- The problem
What is needed here is an exact reprint of every record below.

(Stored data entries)
=== Begin Enclosure ===

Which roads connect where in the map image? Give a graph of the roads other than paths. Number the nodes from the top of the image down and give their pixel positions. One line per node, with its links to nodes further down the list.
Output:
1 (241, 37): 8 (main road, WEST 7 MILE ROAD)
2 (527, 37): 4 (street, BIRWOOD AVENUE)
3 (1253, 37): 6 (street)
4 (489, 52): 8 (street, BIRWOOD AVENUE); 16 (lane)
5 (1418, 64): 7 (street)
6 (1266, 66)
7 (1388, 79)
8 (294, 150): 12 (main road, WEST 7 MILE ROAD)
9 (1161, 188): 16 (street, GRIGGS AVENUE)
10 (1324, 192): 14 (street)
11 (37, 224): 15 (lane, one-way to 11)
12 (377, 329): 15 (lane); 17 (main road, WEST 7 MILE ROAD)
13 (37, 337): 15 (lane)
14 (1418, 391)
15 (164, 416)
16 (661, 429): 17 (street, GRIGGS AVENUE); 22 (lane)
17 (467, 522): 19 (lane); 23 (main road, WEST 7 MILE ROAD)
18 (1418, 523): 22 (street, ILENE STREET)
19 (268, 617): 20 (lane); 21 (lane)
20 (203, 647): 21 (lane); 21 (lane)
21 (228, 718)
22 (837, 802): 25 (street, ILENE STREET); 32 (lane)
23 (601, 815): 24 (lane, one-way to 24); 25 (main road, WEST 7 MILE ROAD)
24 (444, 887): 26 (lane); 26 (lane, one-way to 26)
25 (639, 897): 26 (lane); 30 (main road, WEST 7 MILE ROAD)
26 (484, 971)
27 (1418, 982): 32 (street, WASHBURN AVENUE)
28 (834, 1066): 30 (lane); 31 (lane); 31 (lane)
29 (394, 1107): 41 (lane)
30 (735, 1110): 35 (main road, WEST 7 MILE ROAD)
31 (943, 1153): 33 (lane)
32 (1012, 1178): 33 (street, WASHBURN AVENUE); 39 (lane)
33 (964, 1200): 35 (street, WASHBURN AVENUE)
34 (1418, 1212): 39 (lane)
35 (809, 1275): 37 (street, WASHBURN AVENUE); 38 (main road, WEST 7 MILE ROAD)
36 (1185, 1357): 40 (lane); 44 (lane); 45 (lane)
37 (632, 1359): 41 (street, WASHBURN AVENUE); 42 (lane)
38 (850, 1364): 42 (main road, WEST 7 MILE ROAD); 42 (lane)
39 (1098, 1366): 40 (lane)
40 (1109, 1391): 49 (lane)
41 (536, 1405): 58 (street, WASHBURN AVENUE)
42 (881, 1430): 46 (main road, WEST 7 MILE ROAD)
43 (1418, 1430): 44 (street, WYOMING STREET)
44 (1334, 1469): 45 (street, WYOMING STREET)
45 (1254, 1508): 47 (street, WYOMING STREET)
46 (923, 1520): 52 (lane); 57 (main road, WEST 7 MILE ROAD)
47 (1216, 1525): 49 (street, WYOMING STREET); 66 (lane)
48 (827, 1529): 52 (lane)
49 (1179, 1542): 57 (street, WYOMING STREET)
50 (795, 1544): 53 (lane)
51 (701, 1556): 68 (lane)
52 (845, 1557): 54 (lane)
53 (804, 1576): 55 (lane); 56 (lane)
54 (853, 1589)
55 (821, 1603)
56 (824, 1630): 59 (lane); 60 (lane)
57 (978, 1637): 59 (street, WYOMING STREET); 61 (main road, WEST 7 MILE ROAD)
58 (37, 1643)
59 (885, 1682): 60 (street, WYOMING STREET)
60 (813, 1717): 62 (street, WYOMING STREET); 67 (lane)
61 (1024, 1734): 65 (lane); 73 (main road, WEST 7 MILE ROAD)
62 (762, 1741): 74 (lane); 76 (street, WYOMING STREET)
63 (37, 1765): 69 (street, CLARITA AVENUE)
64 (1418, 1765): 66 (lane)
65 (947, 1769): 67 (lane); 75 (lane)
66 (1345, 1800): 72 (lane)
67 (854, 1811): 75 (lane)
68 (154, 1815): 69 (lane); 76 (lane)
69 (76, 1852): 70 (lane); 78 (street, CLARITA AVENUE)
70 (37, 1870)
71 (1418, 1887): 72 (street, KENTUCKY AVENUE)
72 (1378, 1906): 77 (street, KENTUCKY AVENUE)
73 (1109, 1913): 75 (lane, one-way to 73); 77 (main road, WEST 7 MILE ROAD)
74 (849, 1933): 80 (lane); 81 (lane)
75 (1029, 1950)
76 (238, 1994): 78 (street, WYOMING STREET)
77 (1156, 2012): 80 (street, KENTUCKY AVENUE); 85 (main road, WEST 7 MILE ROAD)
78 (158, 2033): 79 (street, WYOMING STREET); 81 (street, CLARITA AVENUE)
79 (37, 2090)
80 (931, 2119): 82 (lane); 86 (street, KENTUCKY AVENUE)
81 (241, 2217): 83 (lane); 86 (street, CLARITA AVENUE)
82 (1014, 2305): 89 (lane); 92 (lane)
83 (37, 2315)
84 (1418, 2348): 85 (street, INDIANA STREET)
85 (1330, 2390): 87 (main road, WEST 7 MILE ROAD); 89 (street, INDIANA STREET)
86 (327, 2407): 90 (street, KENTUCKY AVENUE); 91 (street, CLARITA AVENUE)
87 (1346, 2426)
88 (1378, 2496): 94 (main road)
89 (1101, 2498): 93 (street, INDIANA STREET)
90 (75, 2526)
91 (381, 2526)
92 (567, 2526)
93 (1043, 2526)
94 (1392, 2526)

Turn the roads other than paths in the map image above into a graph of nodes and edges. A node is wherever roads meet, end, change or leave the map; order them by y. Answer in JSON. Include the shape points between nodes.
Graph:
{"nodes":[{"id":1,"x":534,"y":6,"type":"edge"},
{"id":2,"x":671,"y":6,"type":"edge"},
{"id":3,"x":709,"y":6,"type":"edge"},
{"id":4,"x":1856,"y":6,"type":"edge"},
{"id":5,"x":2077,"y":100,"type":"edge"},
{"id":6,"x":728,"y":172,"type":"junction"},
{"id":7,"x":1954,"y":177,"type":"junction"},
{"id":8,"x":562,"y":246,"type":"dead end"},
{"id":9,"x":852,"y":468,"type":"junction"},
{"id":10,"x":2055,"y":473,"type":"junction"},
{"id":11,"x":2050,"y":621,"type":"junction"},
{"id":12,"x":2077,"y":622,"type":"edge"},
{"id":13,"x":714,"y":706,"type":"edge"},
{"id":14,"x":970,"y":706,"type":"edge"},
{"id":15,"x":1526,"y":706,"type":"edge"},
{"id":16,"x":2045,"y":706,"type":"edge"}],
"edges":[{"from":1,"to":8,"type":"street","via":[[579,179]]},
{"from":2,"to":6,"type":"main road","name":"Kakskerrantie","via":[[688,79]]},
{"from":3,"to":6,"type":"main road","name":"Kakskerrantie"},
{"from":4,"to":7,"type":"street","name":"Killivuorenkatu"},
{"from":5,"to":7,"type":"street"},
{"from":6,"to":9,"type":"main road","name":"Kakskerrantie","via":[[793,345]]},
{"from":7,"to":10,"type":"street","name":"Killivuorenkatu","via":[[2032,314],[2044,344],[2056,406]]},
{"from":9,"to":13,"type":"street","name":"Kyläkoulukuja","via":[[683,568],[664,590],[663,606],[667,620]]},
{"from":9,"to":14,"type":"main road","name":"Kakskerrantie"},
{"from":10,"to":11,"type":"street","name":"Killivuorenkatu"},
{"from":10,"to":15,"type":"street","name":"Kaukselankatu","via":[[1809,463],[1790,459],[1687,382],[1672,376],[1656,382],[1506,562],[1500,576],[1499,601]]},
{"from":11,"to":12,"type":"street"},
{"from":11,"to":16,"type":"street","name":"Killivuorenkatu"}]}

=== End Enclosure ===

- Task response
Which roads connect where in the map image? Give a graph of the roads other than paths. Number the nodes from the top of the image down and give their pixel positions. One line per node, with its links to nodes further down the list.
Output:
1 (241, 37): 8 (main road, WEST 7 MILE ROAD)
2 (527, 37): 4 (street, BIRWOOD AVENUE)
3 (1253, 37): 6 (street)
4 (489, 52): 8 (street, BIRWOOD AVENUE); 16 (lane)
5 (1418, 64): 7 (street)
6 (1266, 66)
7 (1388, 79)
8 (294, 150): 12 (main road, WEST 7 MILE ROAD)
9 (1161, 188): 16 (street, GRIGGS AVENUE)
10 (1324, 192): 14 (street)
11 (37, 224): 15 (lane, one-way to 11)
12 (377, 329): 15 (lane); 17 (main road, WEST 7 MILE ROAD)
13 (37, 337): 15 (lane)
14 (1418, 391)
15 (164, 416)
16 (661, 429): 17 (street, GRIGGS AVENUE); 22 (lane)
17 (467, 522): 19 (lane); 23 (main road, WEST 7 MILE ROAD)
18 (1418, 523): 22 (street, ILENE STREET)
19 (268, 617): 20 (lane); 21 (lane)
20 (203, 647): 21 (lane); 21 (lane)
21 (228, 718)
22 (837, 802): 25 (street, ILENE STREET); 32 (lane)
23 (601, 815): 24 (lane, one-way to 24); 25 (main road, WEST 7 MILE ROAD)
24 (444, 887): 26 (lane); 26 (lane, one-way to 26)
25 (639, 897): 26 (lane); 30 (main road, WEST 7 MILE ROAD)
26 (484, 971)
27 (1418, 982): 32 (street, WASHBURN AVENUE)
28 (834, 1066): 30 (lane); 31 (lane); 31 (lane)
29 (394, 1107): 41 (lane)
30 (735, 1110): 35 (main road, WEST 7 MILE ROAD)
31 (943, 1153): 33 (lane)
32 (1012, 1178): 33 (street, WASHBURN AVENUE); 39 (lane)
33 (964, 1200): 35 (street, WASHBURN AVENUE)
34 (1418, 1212): 39 (lane)
35 (809, 1275): 37 (street, WASHBURN AVENUE); 38 (main road, WEST 7 MILE ROAD)
36 (1185, 1357): 40 (lane); 44 (lane); 45 (lane)
37 (632, 1359): 41 (street, WASHBURN AVENUE); 42 (lane)
38 (850, 1364): 42 (main road, WEST 7 MILE ROAD); 42 (lane)
39 (1098, 1366): 40 (lane)
40 (1109, 1391): 49 (lane)
41 (536, 1405): 58 (street, WASHBURN AVENUE)
42 (881, 1430): 46 (main road, WEST 7 MILE ROAD)
43 (1418, 1430): 44 (street, WYOMING STREET)
44 (1334, 1469): 45 (street, WYOMING STREET)
45 (1254, 1508): 47 (street, WYOMING STREET)
46 (923, 1520): 52 (lane); 57 (main road, WEST 7 MILE ROAD)
47 (1216, 1525): 49 (street, WYOMING STREET); 66 (lane)
48 (827, 1529): 52 (lane)
49 (1179, 1542): 57 (street, WYOMING STREET)
50 (795, 1544): 53 (lane)
51 (701, 1556): 68 (lane)
52 (845, 1557): 54 (lane)
53 (804, 1576): 55 (lane); 56 (lane)
54 (853, 1589)
55 (821, 1603)
56 (824, 1630): 59 (lane); 60 (lane)
57 (978, 1637): 59 (street, WYOMING STREET); 61 (main road, WEST 7 MILE ROAD)
58 (37, 1643)
59 (885, 1682): 60 (street, WYOMING STREET)
60 (813, 1717): 62 (street, WYOMING STREET); 67 (lane)
61 (1024, 1734): 65 (lane); 73 (main road, WEST 7 MILE ROAD)
62 (762, 1741): 74 (lane); 76 (street, WYOMING STREET)
63 (37, 1765): 69 (street, CLARITA AVENUE)
64 (1418, 1765): 66 (lane)
65 (947, 1769): 67 (lane); 75 (lane)
66 (1345, 1800): 72 (lane)
67 (854, 1811): 75 (lane)
68 (154, 1815): 69 (lane); 76 (lane)
69 (76, 1852): 70 (lane); 78 (street, CLARITA AVENUE)
70 (37, 1870)
71 (1418, 1887): 72 (street, KENTUCKY AVENUE)
72 (1378, 1906): 77 (street, KENTUCKY AVENUE)
73 (1109, 1913): 75 (lane, one-way to 73); 77 (main road, WEST 7 MILE ROAD)
74 (849, 1933): 80 (lane); 81 (lane)
75 (1029, 1950)
76 (238, 1994): 78 (street, WYOMING STREET)
77 (1156, 2012): 80 (street, KENTUCKY AVENUE); 85 (main road, WEST 7 MILE ROAD)
78 (158, 2033): 79 (street, WYOMING STREET); 81 (street, CLARITA AVENUE)
79 (37, 2090)
80 (931, 2119): 82 (lane); 86 (street, KENTUCKY AVENUE)
81 (241, 2217): 83 (lane); 86 (street, CLARITA AVENUE)
82 (1014, 2305): 89 (lane); 92 (lane)
83 (37, 2315)
84 (1418, 2348): 85 (street, INDIANA STREET)
85 (1330, 2390): 87 (main road, WEST 7 MILE ROAD); 89 (street, INDIANA STREET)
86 (327, 2407): 90 (street, KENTUCKY AVENUE); 91 (street, CLARITA AVENUE)
87 (1346, 2426)
88 (1378, 2496): 94 (main road)
89 (1101, 2498): 93 (street, INDIANA STREET)
90 (75, 2526)
91 (381, 2526)
92 (567, 2526)
93 (1043, 2526)
94 (1392, 2526)

Turn the roads other than paths in the map image above into a graph of nodes and edges. A node is wherever roads meet, end, change or leave the map; order them by y. Answer in JSON. Include the shape points between nodes.
Graph:
{"nodes":[{"id":1,"x":534,"y":6,"type":"edge"},
{"id":2,"x":671,"y":6,"type":"edge"},
{"id":3,"x":709,"y":6,"type":"edge"},
{"id":4,"x":1856,"y":6,"type":"edge"},
{"id":5,"x":2077,"y":100,"type":"edge"},
{"id":6,"x":728,"y":172,"type":"junction"},
{"id":7,"x":1954,"y":177,"type":"junction"},
{"id":8,"x":562,"y":246,"type":"dead end"},
{"id":9,"x":852,"y":468,"type":"junction"},
{"id":10,"x":2055,"y":473,"type":"junction"},
{"id":11,"x":2050,"y":621,"type":"junction"},
{"id":12,"x":2077,"y":622,"type":"edge"},
{"id":13,"x":714,"y":706,"type":"edge"},
{"id":14,"x":970,"y":706,"type":"edge"},
{"id":15,"x":1526,"y":706,"type":"edge"},
{"id":16,"x":2045,"y":706,"type":"edge"}],
"edges":[{"from":1,"to":8,"type":"street","via":[[579,179]]},
{"from":2,"to":6,"type":"main road","name":"Kakskerrantie","via":[[688,79]]},
{"from":3,"to":6,"type":"main road","name":"Kakskerrantie"},
{"from":4,"to":7,"type":"street","name":"Killivuorenkatu"},
{"from":5,"to":7,"type":"street"},
{"from":6,"to":9,"type":"main road","name":"Kakskerrantie","via":[[793,345]]},
{"from":7,"to":10,"type":"street","name":"Killivuorenkatu","via":[[2032,314],[2044,344],[2056,406]]},
{"from":9,"to":13,"type":"street","name":"Kyläkoulukuja","via":[[683,568],[664,590],[663,606],[667,620]]},
{"from":9,"to":14,"type":"main road","name":"Kakskerrantie"},
{"from":10,"to":11,"type":"street","name":"Killivuorenkatu"},
{"from":10,"to":15,"type":"street","name":"Kaukselankatu","via":[[1809,463],[1790,459],[1687,382],[1672,376],[1656,382],[1506,562],[1500,576],[1499,601]]},
{"from":11,"to":12,"type":"street"},
{"from":11,"to":16,"type":"street","name":"Killivuorenkatu"}]}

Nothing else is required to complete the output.